### Activity
Copy each line below without leaving any out.

BEGIN Records for the exercise

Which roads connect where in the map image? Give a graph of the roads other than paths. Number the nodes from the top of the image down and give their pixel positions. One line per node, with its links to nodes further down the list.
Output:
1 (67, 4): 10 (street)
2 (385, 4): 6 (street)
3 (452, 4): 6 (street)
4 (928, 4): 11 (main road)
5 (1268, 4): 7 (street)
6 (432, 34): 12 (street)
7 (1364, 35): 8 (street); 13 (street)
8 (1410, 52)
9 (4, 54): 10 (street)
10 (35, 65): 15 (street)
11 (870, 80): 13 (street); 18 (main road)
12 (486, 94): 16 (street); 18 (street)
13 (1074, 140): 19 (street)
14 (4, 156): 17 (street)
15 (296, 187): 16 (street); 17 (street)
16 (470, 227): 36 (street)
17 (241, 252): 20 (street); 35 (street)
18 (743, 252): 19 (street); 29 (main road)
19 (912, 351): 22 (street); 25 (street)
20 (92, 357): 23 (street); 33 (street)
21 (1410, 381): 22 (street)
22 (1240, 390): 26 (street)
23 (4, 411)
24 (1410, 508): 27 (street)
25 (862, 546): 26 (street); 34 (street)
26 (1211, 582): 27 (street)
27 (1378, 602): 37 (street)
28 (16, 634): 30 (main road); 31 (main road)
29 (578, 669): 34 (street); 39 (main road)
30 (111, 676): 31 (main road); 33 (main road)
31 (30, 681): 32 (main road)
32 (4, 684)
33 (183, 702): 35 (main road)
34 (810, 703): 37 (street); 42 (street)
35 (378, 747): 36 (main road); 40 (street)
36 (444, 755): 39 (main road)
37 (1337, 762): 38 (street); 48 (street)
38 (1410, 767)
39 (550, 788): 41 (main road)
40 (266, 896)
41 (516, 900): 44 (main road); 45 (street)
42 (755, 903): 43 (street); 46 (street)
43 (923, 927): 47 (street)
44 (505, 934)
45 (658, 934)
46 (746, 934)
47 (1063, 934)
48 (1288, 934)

END Records for the exercise

### Output
Which roads connect where in the map image? Give a graph of the roads other than paths. Number the nodes from the top of the image down and give their pixel positions. One line per node, with its links to nodes further down the list.
Output:
1 (67, 4): 10 (street)
2 (385, 4): 6 (street)
3 (452, 4): 6 (street)
4 (928, 4): 11 (main road)
5 (1268, 4): 7 (street)
6 (432, 34): 12 (street)
7 (1364, 35): 8 (street); 13 (street)
8 (1410, 52)
9 (4, 54): 10 (street)
10 (35, 65): 15 (street)
11 (870, 80): 13 (street); 18 (main road)
12 (486, 94): 16 (street); 18 (street)
13 (1074, 140): 19 (street)
14 (4, 156): 17 (street)
15 (296, 187): 16 (street); 17 (street)
16 (470, 227): 36 (street)
17 (241, 252): 20 (street); 35 (street)
18 (743, 252): 19 (street); 29 (main road)
19 (912, 351): 22 (street); 25 (street)
20 (92, 357): 23 (street); 33 (street)
21 (1410, 381): 22 (street)
22 (1240, 390): 26 (street)
23 (4, 411)
24 (1410, 508): 27 (street)
25 (862, 546): 26 (street); 34 (street)
26 (1211, 582): 27 (street)
27 (1378, 602): 37 (street)
28 (16, 634): 30 (main road); 31 (main road)
29 (578, 669): 34 (street); 39 (main road)
30 (111, 676): 31 (main road); 33 (main road)
31 (30, 681): 32 (main road)
32 (4, 684)
33 (183, 702): 35 (main road)
34 (810, 703): 37 (street); 42 (street)
35 (378, 747): 36 (main road); 40 (street)
36 (444, 755): 39 (main road)
37 (1337, 762): 38 (street); 48 (street)
38 (1410, 767)
39 (550, 788): 41 (main road)
40 (266, 896)
41 (516, 900): 44 (main road); 45 (street)
42 (755, 903): 43 (street); 46 (street)
43 (923, 927): 47 (street)
44 (505, 934)
45 (658, 934)
46 (746, 934)
47 (1063, 934)
48 (1288, 934)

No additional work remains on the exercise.